Министр, бледный как смерть, нюхал английскую соль.

Однако моя находчивость спасла всех. Выждав, когда Клермон начал делать отчаянные крутые виражи, я крикнул:

— Клермон!

Он повернулся, а я, сорвав с груди орден Почетного Легиона, помахал им перед носом пьяного авиатора; он протрезвился и кивнул головой. Некоторое время все шло прекрасно.

Тогда, не желая ослаблять впечатления, я спрятал орден, показывая его Клермону лишь в критические минуты, и мы таким образом благополучно спустились на землю.

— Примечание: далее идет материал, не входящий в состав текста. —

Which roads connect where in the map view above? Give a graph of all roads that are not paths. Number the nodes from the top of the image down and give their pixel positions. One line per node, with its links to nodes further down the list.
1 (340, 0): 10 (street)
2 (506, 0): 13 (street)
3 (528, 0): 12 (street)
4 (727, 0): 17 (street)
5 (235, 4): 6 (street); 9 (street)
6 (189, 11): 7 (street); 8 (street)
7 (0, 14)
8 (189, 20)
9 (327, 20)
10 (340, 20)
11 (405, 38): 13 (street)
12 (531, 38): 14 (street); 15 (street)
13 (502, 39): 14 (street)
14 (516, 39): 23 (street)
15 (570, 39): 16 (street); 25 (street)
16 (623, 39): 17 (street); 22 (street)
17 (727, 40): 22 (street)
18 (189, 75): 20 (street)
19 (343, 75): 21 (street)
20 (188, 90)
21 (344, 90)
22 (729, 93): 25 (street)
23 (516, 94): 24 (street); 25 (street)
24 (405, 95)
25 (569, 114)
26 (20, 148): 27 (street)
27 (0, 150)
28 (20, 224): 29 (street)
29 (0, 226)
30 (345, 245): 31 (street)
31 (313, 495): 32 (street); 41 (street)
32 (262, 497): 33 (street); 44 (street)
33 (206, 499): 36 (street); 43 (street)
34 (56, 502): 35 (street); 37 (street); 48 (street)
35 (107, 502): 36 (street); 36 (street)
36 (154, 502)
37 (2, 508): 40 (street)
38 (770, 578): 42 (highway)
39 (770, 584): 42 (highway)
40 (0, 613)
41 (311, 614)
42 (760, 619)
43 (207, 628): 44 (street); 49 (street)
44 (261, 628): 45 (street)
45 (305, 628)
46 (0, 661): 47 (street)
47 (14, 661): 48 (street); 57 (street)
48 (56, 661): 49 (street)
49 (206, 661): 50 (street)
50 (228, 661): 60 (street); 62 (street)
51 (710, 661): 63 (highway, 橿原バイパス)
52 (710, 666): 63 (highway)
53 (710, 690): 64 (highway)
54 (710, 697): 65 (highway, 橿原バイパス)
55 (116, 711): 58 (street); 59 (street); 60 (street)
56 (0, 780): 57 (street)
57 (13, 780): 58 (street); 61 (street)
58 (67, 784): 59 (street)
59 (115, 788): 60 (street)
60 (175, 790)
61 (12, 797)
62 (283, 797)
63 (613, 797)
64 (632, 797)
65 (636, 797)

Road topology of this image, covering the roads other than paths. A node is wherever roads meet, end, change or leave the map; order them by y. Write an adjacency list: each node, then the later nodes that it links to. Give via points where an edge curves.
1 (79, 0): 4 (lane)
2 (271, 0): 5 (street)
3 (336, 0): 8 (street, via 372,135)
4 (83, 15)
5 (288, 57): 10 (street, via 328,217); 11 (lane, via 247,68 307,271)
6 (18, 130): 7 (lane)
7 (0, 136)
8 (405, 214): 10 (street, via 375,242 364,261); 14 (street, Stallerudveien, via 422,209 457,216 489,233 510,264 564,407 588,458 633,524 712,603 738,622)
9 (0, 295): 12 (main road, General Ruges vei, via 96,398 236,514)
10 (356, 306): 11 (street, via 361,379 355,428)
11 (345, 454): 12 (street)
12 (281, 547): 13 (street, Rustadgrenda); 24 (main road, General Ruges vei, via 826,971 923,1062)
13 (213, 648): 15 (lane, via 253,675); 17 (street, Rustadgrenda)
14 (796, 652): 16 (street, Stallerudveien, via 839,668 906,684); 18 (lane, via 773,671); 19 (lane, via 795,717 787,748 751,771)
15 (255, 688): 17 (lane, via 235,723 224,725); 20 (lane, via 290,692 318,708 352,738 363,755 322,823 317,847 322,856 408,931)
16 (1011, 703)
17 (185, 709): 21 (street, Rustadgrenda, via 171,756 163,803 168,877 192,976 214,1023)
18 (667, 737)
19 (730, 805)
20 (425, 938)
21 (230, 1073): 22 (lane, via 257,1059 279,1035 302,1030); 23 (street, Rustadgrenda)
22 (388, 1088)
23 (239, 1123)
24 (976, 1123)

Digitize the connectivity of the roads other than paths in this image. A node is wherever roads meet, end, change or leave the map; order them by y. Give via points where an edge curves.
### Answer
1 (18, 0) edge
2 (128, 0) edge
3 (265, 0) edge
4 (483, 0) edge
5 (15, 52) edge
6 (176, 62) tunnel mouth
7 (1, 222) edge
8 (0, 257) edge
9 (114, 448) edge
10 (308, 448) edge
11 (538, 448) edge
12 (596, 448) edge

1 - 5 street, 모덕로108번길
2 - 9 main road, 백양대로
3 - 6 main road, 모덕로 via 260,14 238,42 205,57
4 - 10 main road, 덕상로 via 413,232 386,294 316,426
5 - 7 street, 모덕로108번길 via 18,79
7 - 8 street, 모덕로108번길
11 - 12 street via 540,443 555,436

За свои заслуги, как я уже сказал, я был сделан инспектором тайной полиции, а Клермон получил от министра орден.

Расскажу еще, как (это было в августе) я имел случай наглядно вспомнить о всех этих моих самых выдающихся приключениях.

Я шел по Сен-Антуанскому предместью. Мне нужно было накрыть шайку апашей.

Вдруг я увидел чудесного белого жеребца Соливари под персидским бирюзовым седлом; на жеребце сидел граф, рядом с ним, тоже верхом, на гнедой кобыле, ехала моя жена, нежно улыбаясь величественному лицу графа, а сзади на велосипеде перебирал ногами авиатор Клермон с ленточкой Почетного Легиона в петлице.

— Мой милый, — сказала Виолетта Клермону, — я назначаю вам среду и пятницу, а вам, граф, понедельник и четверг.

— Куда же вы девали, — хмуро сказал граф, — воскресенье, вторник и субботу?

— Суббота, пожалуй, мужу, а вторник и воскресенье — моему бедному негру.

После этого я долго стоял на углу, кормил голубей и плакал, по чину, тайными слезами.